In the records below, find the line containing "ring tip: (286, 218)" and print it and every line after it exactly, through the end. Skip pictures.
Records for this task Start Marker
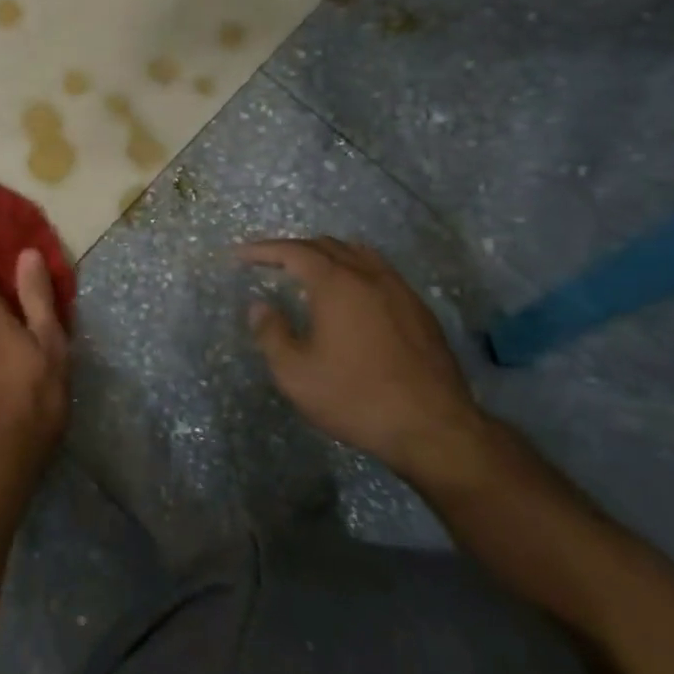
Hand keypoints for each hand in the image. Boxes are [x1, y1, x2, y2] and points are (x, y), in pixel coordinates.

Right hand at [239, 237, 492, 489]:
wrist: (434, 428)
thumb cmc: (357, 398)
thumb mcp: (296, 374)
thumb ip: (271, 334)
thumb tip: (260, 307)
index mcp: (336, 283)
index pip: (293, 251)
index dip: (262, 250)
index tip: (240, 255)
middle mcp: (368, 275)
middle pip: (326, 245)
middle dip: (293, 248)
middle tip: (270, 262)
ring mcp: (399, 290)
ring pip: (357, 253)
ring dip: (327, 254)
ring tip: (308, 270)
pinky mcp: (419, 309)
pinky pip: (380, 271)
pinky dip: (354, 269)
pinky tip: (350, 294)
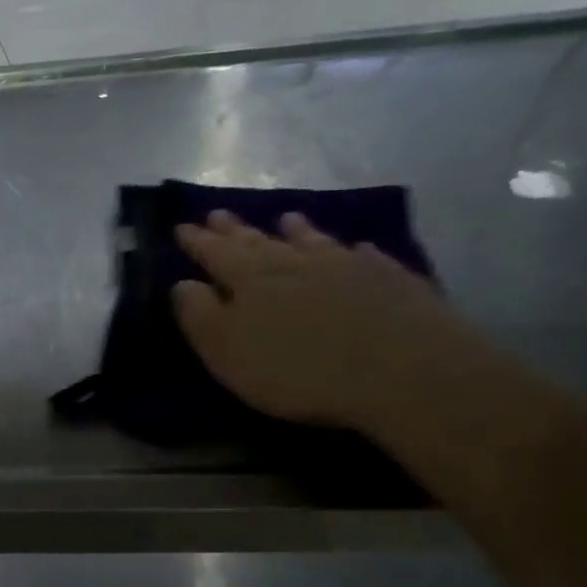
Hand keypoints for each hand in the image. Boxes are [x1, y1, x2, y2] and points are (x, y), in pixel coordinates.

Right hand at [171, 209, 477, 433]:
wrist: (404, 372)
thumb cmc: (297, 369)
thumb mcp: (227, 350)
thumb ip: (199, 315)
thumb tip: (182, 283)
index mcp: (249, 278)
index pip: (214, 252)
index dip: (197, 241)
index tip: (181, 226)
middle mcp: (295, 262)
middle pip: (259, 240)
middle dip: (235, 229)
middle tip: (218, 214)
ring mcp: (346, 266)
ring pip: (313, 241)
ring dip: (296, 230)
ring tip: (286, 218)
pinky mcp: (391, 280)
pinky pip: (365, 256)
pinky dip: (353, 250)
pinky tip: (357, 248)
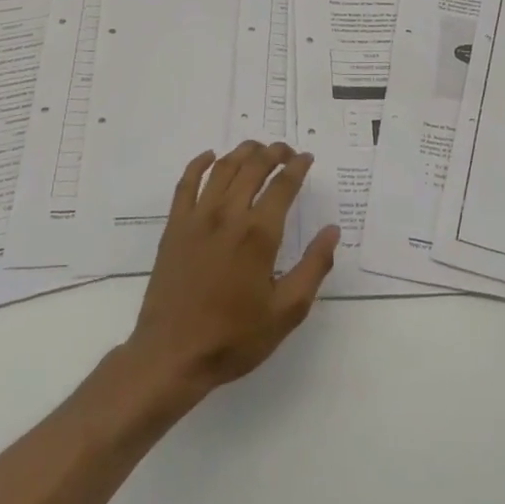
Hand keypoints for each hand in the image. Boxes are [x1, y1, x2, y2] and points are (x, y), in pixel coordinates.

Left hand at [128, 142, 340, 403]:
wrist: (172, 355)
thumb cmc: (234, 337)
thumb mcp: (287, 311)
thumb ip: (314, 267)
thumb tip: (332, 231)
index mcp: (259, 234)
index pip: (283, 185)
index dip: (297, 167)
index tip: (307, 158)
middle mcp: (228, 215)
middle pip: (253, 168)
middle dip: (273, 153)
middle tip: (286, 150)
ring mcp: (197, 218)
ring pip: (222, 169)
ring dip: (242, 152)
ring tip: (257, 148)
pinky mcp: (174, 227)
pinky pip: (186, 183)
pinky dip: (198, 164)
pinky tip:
Records for this task End Marker
→ **Exercise answer**:
ring tip: (286, 218)
pinky mcp: (391, 280)
pinky pip: (365, 256)
pinky dip: (353, 250)
pinky tip: (357, 248)
Hand keypoints for each hand in the image. Boxes are [x1, y1, x2, y2] and points are (x, y), in pixel coordinates.

Left hand at [128, 142, 340, 403]:
wrist: (172, 355)
thumb cmc: (234, 337)
thumb mcp: (287, 311)
thumb ip: (314, 267)
thumb tip: (332, 231)
index mcp: (259, 234)
index pip: (283, 185)
index dip: (297, 167)
index tip: (307, 158)
middle mcp: (228, 215)
middle pip: (253, 168)
middle dip: (273, 153)
middle tip: (286, 150)
ring mcp: (197, 218)
ring pip: (222, 169)
ring dip: (242, 152)
ring tip: (257, 148)
pinky mcp: (174, 227)
pinky pip: (186, 183)
pinky dip: (198, 164)
pinky tip:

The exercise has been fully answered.